Give every entry again, exactly as it stands.

### Source information
══════════
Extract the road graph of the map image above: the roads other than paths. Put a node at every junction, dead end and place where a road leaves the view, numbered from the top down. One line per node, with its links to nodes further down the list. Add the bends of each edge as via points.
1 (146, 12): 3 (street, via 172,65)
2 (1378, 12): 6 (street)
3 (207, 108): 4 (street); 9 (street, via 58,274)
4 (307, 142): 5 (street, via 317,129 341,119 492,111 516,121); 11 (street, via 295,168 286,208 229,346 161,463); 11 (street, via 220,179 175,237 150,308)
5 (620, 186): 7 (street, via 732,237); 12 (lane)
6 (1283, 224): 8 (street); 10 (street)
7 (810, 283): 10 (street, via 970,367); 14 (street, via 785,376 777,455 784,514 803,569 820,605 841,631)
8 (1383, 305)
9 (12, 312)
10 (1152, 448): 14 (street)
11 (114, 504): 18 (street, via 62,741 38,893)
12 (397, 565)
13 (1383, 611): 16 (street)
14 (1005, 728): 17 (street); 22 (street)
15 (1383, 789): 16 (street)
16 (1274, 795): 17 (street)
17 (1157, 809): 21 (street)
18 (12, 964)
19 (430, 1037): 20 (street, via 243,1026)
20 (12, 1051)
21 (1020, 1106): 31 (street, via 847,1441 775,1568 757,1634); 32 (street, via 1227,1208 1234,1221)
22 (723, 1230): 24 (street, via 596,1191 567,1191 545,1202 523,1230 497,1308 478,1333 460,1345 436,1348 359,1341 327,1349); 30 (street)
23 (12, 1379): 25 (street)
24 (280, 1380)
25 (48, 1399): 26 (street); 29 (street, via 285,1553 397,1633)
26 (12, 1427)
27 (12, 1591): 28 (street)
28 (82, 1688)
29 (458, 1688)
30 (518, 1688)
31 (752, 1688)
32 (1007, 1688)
══════════
### Response to this exercise
Extract the road graph of the map image above: the roads other than paths. Put a node at every junction, dead end and place where a road leaves the view, numbered from the top down. One line per node, with its links to nodes further down the list. Add the bends of each edge as via points.
1 (146, 12): 3 (street, via 172,65)
2 (1378, 12): 6 (street)
3 (207, 108): 4 (street); 9 (street, via 58,274)
4 (307, 142): 5 (street, via 317,129 341,119 492,111 516,121); 11 (street, via 295,168 286,208 229,346 161,463); 11 (street, via 220,179 175,237 150,308)
5 (620, 186): 7 (street, via 732,237); 12 (lane)
6 (1283, 224): 8 (street); 10 (street)
7 (810, 283): 10 (street, via 970,367); 14 (street, via 785,376 777,455 784,514 803,569 820,605 841,631)
8 (1383, 305)
9 (12, 312)
10 (1152, 448): 14 (street)
11 (114, 504): 18 (street, via 62,741 38,893)
12 (397, 565)
13 (1383, 611): 16 (street)
14 (1005, 728): 17 (street); 22 (street)
15 (1383, 789): 16 (street)
16 (1274, 795): 17 (street)
17 (1157, 809): 21 (street)
18 (12, 964)
19 (430, 1037): 20 (street, via 243,1026)
20 (12, 1051)
21 (1020, 1106): 31 (street, via 847,1441 775,1568 757,1634); 32 (street, via 1227,1208 1234,1221)
22 (723, 1230): 24 (street, via 596,1191 567,1191 545,1202 523,1230 497,1308 478,1333 460,1345 436,1348 359,1341 327,1349); 30 (street)
23 (12, 1379): 25 (street)
24 (280, 1380)
25 (48, 1399): 26 (street); 29 (street, via 285,1553 397,1633)
26 (12, 1427)
27 (12, 1591): 28 (street)
28 (82, 1688)
29 (458, 1688)
30 (518, 1688)
31 (752, 1688)
32 (1007, 1688)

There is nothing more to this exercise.